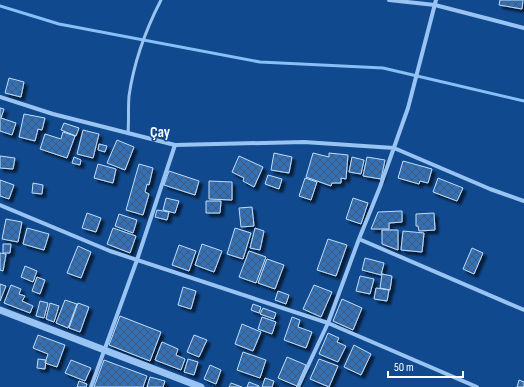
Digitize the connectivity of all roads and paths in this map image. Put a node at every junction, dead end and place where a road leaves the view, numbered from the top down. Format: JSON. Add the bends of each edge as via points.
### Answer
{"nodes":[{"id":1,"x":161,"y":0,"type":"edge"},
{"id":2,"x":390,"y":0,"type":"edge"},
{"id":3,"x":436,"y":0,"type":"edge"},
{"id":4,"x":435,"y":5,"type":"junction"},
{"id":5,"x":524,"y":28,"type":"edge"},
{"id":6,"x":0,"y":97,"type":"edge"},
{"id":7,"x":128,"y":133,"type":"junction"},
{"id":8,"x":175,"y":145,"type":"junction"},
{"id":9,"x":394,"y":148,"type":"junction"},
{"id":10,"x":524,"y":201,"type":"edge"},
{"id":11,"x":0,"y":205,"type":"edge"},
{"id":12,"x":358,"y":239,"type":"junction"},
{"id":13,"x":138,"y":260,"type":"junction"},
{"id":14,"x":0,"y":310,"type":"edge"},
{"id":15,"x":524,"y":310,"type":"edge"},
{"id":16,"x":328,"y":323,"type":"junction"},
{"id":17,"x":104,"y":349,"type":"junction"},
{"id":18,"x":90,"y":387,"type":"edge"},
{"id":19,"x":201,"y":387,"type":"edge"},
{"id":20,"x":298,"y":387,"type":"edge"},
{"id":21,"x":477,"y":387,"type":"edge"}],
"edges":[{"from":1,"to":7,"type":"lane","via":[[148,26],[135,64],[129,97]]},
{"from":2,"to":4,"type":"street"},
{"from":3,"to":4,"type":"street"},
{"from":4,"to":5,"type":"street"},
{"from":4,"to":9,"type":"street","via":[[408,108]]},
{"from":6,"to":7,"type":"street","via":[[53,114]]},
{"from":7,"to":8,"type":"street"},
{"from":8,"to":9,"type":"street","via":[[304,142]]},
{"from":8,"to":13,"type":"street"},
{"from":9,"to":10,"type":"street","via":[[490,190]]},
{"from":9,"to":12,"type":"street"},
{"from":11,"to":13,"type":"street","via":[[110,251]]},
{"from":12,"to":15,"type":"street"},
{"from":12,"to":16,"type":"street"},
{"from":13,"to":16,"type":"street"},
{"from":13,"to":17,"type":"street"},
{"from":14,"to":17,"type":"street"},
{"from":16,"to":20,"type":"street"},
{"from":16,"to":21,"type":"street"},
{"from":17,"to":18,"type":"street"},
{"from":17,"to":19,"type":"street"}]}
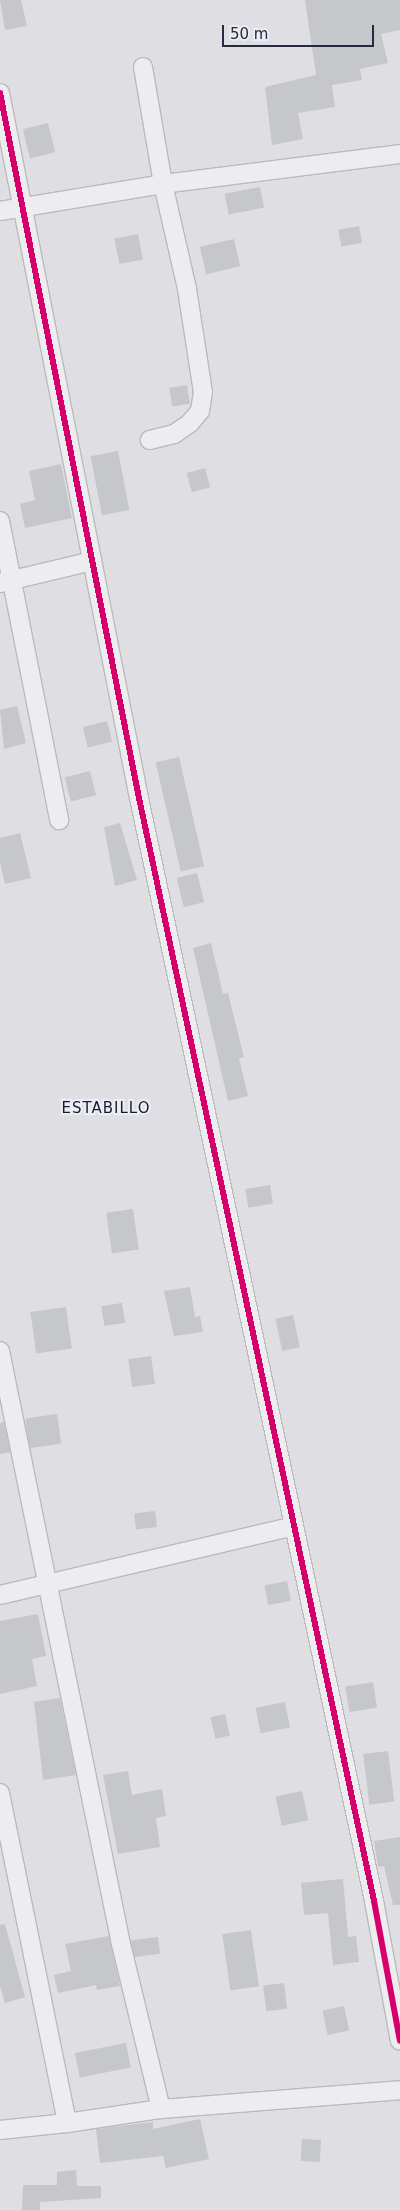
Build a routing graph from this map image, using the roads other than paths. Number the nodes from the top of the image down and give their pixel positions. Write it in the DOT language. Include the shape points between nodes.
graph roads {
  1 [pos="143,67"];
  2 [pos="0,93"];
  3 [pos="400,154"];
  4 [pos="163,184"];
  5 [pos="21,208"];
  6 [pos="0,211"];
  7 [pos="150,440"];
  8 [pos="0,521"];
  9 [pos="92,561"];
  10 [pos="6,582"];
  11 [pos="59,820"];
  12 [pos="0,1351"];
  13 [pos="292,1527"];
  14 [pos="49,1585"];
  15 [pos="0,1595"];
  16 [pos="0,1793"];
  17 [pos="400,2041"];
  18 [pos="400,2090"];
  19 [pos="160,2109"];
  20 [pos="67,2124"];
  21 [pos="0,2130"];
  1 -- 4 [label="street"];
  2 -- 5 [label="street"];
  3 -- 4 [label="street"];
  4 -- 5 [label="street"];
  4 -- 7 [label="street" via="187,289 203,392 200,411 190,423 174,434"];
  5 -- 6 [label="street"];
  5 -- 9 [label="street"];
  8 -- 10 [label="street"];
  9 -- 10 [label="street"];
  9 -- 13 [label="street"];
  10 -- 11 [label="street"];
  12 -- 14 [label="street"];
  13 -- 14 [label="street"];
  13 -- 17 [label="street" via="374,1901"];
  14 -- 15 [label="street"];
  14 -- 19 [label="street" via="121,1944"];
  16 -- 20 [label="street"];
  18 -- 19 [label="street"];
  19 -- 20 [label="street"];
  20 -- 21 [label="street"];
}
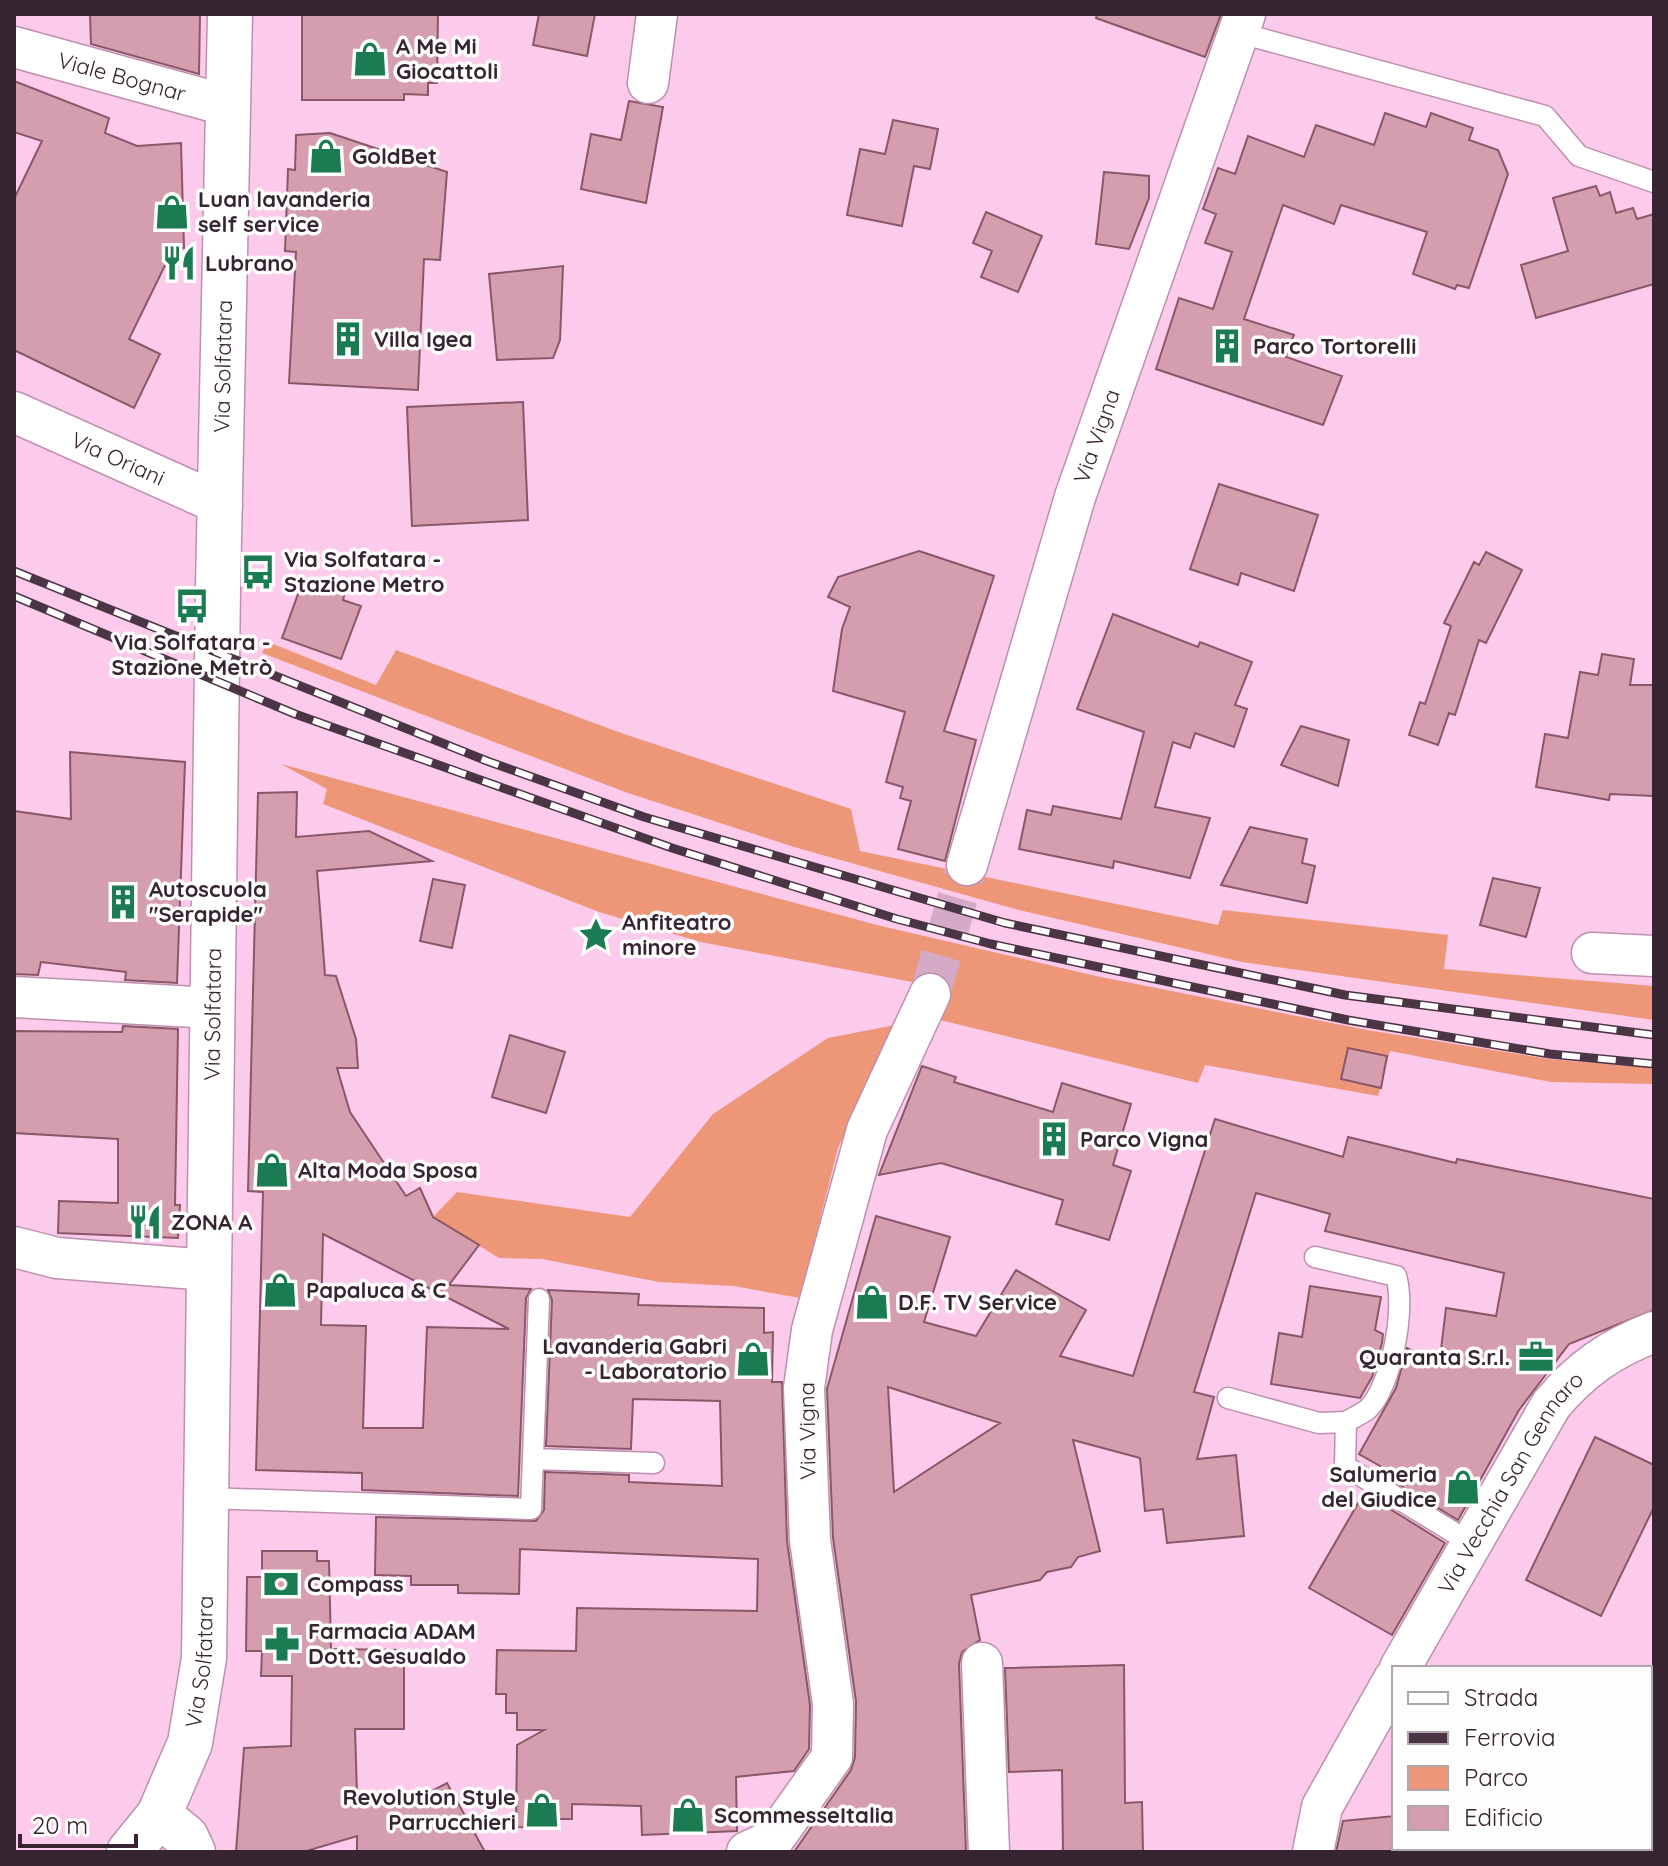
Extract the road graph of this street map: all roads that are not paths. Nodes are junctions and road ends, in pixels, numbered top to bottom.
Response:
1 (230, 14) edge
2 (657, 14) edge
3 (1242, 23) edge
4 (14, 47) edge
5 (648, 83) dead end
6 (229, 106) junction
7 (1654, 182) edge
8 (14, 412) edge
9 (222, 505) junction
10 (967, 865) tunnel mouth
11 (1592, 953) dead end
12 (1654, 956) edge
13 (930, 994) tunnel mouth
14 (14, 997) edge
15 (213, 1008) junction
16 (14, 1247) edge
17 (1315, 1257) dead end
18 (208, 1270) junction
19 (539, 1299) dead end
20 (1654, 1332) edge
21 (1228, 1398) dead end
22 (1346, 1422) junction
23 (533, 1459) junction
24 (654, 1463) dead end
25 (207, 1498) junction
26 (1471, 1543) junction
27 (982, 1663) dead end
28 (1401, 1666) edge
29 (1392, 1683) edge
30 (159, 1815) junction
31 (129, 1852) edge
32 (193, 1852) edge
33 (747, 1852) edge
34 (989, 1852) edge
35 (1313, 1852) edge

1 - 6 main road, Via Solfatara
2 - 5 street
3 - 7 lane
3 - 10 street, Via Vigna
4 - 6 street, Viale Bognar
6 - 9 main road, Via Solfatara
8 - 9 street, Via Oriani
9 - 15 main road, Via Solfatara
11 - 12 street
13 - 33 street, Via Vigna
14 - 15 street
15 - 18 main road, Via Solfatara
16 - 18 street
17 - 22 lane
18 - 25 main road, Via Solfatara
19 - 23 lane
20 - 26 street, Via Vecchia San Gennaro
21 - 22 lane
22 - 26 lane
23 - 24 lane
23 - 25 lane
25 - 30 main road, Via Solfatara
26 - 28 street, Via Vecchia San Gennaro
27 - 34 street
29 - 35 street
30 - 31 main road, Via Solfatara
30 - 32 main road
○ ○ ○ ○ ○ ○ ○
Search the records for the word "paths" and return every line that holds it.

Digitize the connectivity of all roads and paths in this map image. Put a node at every junction, dead end and place where a road leaves the view, numbered from the top down. Format: JSON. Add the bends of each edge as via points.
Build a routing graph from this map image, using the roads other than paths. Number the nodes from the top of the image down and give their pixel positions. Write it in the DOT language. Include the shape points between nodes.
Extract the road graph of this street map: all roads that are not paths. Nodes are junctions and road ends, in pixels, numbered top to bottom.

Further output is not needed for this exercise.